Environmental groups to receive share of £2m carrier bag levy pot, says minister
Environmental groups in Northern Ireland that are facing budget cuts are to receive a share of £2m of revenue raised by the carrier bag levy.
In March, around 50 organisations were told their funding was to be cut after a reduction of more than 10% in the Department of the Environment's budget.
Now, Minister Mark Durkan has said he will distribute £2m among environmental groups and community projects.
In total, the bag tax has raised £4.2m since its introduction in April 2013.
The £2m will help to offset the cuts that some groups working in areas like tourism, environmental heritage and hills management were facing.
The minister is to meet with some of the affected organisations on Thursday.
Of the new money, £1m will be made available for a new natural environment fund, which will go to some of the groups that lost funding last month.
A further £550,000 has been set aside for schools and community groups.
Another £500,000 has been earmarked for listed building grants.
The minister said no money had been set aside for this under the budget cuts.
The minister said the money had to be used as effectively as possible.
"When the carrier bag levy was introduced, the promise was that it would be spent on the environment," he said.
"What I am now doing is fulfilling my vow to try and alleviate some of that pain [of budget cuts] as imaginatively as possible."

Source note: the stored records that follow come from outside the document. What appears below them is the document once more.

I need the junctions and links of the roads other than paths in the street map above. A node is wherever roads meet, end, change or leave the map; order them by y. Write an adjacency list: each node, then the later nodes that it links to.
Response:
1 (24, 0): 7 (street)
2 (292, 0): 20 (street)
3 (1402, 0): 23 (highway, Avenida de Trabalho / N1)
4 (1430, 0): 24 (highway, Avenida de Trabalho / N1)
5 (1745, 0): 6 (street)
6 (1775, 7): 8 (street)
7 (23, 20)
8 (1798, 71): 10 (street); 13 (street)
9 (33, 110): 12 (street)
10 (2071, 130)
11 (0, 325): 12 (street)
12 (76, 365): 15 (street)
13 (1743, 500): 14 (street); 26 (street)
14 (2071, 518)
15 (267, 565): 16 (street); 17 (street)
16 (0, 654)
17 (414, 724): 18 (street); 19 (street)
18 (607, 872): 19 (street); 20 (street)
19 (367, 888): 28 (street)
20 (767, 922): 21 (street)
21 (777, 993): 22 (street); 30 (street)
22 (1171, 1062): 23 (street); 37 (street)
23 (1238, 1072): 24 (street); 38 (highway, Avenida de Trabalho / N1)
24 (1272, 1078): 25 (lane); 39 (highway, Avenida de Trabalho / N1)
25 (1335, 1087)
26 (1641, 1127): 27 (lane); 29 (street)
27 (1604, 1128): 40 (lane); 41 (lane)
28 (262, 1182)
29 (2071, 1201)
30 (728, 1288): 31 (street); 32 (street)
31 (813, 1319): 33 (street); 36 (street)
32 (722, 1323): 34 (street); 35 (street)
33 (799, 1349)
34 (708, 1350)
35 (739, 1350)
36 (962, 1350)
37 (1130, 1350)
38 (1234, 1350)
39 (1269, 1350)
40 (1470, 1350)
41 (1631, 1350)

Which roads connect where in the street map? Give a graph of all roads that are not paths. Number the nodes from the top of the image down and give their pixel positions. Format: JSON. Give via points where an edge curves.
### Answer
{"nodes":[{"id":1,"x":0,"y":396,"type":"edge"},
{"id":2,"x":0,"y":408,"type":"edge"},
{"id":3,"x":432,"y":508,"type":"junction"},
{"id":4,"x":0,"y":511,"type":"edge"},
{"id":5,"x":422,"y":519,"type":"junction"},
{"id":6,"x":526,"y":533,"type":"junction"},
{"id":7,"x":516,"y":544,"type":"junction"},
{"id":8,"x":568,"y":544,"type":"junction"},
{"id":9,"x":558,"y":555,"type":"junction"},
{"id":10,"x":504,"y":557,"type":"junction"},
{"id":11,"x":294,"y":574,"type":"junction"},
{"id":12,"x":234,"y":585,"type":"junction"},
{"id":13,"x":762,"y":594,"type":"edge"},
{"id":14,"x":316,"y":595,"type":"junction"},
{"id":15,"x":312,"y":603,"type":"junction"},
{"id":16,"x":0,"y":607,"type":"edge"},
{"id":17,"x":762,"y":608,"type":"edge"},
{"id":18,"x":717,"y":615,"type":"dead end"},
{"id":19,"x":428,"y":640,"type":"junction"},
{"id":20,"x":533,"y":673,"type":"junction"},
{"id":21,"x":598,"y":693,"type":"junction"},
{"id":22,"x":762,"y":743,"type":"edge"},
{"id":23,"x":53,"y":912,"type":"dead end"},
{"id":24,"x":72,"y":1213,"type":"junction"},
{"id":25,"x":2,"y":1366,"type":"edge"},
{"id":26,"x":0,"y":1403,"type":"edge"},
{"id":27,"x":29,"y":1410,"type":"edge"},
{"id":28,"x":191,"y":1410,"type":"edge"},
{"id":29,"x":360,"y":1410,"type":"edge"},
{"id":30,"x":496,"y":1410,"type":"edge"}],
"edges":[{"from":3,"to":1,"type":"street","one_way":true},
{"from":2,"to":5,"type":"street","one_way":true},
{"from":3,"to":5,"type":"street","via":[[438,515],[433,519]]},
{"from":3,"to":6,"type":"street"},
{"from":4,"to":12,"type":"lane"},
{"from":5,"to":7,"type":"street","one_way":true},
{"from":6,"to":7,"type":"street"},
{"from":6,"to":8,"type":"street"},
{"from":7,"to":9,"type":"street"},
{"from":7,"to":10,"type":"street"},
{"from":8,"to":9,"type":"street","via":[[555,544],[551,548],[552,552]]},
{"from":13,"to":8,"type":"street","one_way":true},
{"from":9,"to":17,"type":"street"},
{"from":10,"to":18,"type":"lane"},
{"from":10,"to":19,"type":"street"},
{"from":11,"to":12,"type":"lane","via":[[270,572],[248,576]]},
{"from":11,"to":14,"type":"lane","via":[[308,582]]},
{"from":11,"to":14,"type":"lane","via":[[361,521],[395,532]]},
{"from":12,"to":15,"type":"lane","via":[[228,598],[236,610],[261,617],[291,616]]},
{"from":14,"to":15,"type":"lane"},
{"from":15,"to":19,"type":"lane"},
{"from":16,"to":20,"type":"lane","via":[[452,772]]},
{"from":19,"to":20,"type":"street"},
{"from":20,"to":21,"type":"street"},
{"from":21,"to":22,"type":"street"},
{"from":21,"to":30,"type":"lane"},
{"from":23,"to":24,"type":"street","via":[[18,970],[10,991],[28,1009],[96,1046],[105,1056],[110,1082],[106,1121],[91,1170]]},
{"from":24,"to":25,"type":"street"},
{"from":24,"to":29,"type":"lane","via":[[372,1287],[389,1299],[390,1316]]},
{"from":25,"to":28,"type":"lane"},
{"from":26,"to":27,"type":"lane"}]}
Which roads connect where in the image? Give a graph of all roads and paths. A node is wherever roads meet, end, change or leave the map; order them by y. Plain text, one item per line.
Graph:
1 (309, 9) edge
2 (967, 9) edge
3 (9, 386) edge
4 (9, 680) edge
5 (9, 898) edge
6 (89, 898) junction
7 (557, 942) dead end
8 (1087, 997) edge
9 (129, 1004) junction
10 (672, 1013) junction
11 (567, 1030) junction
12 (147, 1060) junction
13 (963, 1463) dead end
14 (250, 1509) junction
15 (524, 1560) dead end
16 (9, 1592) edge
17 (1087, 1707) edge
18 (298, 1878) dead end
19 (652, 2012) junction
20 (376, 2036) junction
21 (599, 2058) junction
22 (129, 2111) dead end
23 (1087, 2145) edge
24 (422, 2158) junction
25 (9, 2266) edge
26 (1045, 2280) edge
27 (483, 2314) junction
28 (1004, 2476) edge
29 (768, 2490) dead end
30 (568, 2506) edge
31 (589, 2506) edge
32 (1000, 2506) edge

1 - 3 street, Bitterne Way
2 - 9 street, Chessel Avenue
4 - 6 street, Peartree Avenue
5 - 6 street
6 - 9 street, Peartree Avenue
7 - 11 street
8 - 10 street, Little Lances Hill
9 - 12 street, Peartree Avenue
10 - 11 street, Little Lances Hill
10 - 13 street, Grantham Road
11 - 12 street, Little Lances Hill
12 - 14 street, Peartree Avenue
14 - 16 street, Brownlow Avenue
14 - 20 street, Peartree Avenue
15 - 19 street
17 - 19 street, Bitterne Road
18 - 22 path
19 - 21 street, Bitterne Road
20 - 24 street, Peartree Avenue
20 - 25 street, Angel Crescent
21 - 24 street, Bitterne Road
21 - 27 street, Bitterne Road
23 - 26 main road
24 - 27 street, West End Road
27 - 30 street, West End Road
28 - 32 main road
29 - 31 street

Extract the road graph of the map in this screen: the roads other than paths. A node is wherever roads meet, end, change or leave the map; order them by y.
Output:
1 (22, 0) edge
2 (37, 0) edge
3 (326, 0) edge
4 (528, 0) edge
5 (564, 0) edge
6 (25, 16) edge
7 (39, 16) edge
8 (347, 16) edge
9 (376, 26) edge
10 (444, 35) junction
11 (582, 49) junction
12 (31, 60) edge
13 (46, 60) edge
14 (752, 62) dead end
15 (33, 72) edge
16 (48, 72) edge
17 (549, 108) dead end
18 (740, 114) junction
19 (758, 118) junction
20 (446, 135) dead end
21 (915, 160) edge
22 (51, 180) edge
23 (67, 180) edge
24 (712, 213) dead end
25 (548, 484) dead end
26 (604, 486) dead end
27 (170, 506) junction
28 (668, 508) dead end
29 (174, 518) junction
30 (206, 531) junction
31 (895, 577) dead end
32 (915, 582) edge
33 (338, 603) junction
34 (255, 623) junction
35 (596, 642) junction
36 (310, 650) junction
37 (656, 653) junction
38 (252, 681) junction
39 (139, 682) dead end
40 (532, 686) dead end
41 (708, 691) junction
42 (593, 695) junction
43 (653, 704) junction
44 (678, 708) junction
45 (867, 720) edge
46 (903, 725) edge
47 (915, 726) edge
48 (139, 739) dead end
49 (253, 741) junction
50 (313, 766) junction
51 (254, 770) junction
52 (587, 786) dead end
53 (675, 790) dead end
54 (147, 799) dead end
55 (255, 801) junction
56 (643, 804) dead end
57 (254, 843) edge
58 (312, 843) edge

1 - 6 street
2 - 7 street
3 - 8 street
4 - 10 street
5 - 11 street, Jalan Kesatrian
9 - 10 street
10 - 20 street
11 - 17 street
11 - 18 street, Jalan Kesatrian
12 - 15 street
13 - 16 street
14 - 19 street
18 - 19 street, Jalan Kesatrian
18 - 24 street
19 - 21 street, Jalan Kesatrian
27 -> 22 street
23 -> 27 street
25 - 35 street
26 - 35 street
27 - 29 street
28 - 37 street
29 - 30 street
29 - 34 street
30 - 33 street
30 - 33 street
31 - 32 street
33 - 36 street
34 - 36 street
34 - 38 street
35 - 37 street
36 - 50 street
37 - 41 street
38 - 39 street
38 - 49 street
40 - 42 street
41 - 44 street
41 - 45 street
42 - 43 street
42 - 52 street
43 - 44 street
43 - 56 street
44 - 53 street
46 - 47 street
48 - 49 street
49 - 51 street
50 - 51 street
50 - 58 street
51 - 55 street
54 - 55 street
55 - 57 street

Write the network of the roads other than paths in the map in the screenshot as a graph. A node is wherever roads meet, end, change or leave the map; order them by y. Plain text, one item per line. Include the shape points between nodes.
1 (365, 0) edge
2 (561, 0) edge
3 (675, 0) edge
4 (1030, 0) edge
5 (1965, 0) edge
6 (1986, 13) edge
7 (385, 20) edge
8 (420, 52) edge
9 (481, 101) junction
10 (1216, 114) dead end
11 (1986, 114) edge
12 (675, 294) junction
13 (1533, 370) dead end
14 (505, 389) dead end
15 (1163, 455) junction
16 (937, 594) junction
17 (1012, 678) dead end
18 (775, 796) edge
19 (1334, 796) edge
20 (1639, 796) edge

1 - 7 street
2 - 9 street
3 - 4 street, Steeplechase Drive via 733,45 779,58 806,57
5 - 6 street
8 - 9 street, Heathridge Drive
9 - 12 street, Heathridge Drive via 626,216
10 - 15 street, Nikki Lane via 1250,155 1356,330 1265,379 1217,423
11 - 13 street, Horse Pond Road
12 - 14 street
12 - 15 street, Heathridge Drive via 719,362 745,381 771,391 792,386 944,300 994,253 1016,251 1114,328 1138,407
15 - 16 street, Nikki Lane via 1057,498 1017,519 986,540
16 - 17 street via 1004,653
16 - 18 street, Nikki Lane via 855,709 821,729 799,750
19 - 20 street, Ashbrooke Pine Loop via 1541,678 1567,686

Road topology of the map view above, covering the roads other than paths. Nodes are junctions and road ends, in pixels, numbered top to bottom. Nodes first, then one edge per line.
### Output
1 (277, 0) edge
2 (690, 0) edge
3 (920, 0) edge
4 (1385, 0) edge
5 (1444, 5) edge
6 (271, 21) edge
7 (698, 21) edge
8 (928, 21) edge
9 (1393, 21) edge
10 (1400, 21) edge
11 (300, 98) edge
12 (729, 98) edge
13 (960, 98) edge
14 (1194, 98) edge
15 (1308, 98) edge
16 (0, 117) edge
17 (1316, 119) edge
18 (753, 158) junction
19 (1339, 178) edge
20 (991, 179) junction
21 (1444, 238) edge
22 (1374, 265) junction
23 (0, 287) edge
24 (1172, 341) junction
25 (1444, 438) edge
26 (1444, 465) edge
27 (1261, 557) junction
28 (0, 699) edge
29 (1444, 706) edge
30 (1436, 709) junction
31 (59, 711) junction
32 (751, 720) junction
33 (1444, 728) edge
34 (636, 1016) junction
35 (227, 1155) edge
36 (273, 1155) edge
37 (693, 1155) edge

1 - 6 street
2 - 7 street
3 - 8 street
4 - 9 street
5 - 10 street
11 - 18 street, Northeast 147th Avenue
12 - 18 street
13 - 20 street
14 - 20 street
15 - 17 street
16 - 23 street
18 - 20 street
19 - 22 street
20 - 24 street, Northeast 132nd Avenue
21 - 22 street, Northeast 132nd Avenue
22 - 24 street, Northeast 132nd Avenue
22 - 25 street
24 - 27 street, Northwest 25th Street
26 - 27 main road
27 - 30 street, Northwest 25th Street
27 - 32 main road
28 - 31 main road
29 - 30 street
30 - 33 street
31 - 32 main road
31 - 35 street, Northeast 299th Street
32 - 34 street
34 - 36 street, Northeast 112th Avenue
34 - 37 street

"The £1m injection into the natural environment fund will see those [non-governmental organisations] and councils specifically managing our landscapes, who had previously been in receipt of, but lost funding, now get some funding restored.
"This is a limited amount of money and we must use it to the maximum."
Outdoor Recreation Northern Ireland had all £120,000 of its funding withdrawn.
It provides insurance for all walking trails in Northern Ireland.
Chris Scott of the organisation said the amount of money to be shared out fell well short of the £3.5m natural heritage grants programme pot from which the groups were previously funded.
"It's good that there's now something being made available, but it really still feels like the importance of the roles carried out by the NGOs is not being given its full credit," he said.
Ulster Wildlife also lost all of its funding. Its operations director Dawn Miskelly said the charity was "still unsure of the finer details" of how the new money would be allocated.
She added that many groups would still be facing compulsory redundancies despite the fresh funds.